Date: Thu, 22 Jun 2006 12:07:19 +0900 [thread overview]
Message-ID: <449A0967.2020701@ak.jp.nec.com> (raw)
In-Reply-To: <4497A34C.2000104@ak.jp.nec.com>
The seriese of patches fixes some process accounting bugs.
[PATCH 1/3] two phase process accounting
[PATCH 2/3] avoidance to refer the last thread as a representation
of the process
[PATCH 3/3] none-delayed process accounting accumulation
* background of the patch.1
The pacct facility need an i/o operation when an accounting record
is generated. There is a possibility to wake OOM killer up.

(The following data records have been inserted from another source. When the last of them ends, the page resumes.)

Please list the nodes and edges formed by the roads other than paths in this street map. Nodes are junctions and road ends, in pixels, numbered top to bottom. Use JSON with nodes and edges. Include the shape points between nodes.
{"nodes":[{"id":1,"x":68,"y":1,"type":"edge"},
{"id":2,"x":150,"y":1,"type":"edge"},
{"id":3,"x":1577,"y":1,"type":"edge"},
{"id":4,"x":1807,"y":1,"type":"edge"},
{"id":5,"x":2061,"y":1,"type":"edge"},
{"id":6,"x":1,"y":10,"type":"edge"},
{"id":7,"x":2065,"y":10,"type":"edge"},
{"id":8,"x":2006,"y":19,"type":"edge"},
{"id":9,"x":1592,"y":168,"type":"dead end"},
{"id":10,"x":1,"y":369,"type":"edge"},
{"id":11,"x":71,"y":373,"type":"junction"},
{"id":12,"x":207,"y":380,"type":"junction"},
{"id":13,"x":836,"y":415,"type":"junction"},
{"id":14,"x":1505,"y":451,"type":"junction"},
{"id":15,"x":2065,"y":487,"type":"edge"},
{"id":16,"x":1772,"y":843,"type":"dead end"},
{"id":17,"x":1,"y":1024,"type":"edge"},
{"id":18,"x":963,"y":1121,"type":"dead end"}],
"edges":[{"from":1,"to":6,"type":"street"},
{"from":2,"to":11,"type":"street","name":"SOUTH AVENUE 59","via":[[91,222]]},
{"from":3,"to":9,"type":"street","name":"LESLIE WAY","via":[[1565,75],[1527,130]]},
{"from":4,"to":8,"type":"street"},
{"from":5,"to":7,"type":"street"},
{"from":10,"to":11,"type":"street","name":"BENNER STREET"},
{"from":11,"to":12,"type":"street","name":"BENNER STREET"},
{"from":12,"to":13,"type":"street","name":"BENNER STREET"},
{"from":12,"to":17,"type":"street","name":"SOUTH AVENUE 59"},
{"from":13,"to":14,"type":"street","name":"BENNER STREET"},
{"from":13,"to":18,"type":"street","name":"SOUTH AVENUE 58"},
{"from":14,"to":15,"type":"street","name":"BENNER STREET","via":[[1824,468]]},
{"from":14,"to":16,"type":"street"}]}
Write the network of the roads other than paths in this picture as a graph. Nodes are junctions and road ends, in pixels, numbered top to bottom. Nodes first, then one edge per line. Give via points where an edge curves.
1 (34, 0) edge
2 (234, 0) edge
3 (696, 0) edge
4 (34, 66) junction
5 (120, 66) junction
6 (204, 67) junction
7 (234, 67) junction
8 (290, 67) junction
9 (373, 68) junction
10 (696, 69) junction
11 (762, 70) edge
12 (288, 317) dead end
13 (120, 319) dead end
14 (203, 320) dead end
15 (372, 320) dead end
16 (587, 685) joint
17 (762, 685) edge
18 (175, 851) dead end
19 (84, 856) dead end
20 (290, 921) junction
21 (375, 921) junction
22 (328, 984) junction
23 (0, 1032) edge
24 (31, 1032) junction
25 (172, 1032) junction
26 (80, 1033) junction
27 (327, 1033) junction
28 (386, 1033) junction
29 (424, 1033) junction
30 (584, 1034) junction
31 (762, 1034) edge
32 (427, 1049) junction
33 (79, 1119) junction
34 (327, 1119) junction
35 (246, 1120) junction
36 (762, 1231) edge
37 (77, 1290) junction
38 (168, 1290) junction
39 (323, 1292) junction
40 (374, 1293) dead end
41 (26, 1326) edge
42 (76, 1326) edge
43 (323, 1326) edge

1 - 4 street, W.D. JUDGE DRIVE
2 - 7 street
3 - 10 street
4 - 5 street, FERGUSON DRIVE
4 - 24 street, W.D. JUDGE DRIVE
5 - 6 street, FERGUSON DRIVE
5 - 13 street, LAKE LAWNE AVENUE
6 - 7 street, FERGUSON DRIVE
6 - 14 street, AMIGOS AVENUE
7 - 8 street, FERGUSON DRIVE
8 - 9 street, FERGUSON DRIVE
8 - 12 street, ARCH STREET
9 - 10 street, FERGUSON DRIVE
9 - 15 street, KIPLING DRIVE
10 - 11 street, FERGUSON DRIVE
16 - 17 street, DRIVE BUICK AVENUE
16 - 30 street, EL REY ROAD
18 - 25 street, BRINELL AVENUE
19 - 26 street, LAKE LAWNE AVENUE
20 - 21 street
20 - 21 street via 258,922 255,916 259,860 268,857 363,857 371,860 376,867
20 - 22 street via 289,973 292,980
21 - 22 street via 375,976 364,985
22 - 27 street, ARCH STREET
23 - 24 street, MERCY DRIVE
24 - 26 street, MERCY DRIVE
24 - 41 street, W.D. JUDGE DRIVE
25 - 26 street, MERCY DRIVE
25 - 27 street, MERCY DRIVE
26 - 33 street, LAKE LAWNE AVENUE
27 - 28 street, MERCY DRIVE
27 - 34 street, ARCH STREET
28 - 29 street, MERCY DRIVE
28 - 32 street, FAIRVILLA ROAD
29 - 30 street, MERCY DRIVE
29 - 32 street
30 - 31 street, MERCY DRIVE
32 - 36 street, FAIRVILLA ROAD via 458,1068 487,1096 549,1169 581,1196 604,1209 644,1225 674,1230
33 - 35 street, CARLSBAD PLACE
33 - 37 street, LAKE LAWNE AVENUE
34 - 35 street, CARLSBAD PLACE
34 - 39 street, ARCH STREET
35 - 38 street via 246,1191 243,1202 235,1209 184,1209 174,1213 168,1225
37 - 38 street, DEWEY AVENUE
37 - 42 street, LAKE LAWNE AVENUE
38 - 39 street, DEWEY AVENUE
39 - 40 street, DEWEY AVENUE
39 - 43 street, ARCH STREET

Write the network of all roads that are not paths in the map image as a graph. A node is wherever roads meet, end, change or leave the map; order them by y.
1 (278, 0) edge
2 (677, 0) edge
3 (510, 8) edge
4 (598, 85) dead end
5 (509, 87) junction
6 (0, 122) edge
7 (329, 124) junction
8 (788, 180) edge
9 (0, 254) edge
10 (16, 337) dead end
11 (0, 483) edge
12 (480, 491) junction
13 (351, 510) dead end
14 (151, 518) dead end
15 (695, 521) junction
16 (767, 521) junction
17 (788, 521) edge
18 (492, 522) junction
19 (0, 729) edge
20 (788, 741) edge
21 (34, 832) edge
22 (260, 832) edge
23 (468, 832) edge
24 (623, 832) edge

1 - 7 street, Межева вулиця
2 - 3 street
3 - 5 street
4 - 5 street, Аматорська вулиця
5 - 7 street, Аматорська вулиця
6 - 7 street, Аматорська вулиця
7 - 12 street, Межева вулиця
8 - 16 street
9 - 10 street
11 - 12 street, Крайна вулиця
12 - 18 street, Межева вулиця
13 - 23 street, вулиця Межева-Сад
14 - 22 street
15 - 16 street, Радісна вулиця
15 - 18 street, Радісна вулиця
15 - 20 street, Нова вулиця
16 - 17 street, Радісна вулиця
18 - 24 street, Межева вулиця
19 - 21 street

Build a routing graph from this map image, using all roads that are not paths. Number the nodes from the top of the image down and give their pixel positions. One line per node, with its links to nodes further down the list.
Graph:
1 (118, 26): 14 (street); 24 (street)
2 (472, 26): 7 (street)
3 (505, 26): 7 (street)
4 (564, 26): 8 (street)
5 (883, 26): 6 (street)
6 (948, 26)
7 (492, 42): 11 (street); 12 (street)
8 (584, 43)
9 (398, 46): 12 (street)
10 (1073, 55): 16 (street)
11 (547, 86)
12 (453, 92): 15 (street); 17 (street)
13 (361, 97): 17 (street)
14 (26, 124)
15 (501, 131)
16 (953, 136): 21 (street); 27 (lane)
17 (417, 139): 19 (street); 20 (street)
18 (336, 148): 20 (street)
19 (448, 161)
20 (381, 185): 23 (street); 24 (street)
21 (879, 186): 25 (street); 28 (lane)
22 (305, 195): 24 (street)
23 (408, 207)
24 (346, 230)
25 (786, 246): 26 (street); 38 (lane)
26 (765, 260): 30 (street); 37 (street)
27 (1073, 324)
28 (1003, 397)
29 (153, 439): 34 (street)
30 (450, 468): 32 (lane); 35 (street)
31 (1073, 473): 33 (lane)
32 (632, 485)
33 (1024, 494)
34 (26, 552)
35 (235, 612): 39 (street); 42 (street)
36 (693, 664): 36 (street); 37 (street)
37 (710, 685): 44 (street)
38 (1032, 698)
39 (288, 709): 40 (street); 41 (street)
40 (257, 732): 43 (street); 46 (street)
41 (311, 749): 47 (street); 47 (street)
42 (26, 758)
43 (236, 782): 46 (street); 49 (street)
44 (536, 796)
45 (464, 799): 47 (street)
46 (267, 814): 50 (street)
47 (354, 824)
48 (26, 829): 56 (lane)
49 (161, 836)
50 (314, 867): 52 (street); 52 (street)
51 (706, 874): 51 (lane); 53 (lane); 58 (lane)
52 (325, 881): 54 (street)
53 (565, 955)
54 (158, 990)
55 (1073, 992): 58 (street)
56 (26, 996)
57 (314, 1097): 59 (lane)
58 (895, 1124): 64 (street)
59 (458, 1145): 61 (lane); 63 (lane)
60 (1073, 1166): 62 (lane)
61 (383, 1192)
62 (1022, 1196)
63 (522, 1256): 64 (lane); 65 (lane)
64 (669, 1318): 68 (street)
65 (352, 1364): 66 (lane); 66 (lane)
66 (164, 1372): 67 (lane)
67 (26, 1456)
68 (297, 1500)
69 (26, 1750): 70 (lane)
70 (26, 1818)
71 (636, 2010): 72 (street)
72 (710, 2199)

If OOM killer is activated, it kills some processes to make them
release process memory regions.
But acct_process() is called in the killed processes context
before calling exit_mm(), so those processes cannot release
own memory. In the results, any processes stop in this point and
it finally cause a system stall.
---- in kernel/exit.c : do_exit() ------------
group_dead = atomic_dec_and_test(&tsk->signal->live);
if (group_dead) {
hrtimer_cancel(&tsk->signal->real_timer);
exit_itimers(tsk->signal);
acct_process(code);
}
:
- snip -
:
exit_mm(tsk);
----------------------------------------------
This patch separates generating an accounting record facility
into two-phase.
In the first one, acct_collect() calculate vitual memory size
of the process and stores it into pacct_struct before exit_mm().
Then, acct_process() generates an accounting record and write
it into medium.
* background of the patch.2
When pacct facility generate an 'ac_flag' field in accounting record,
it refers a task_struct of the thread which died last in the process.
But any other task_structs are ignored.
Therefore, pacct facility drops ASU flag even if root-privilege
operations are used by any other threads except the last one.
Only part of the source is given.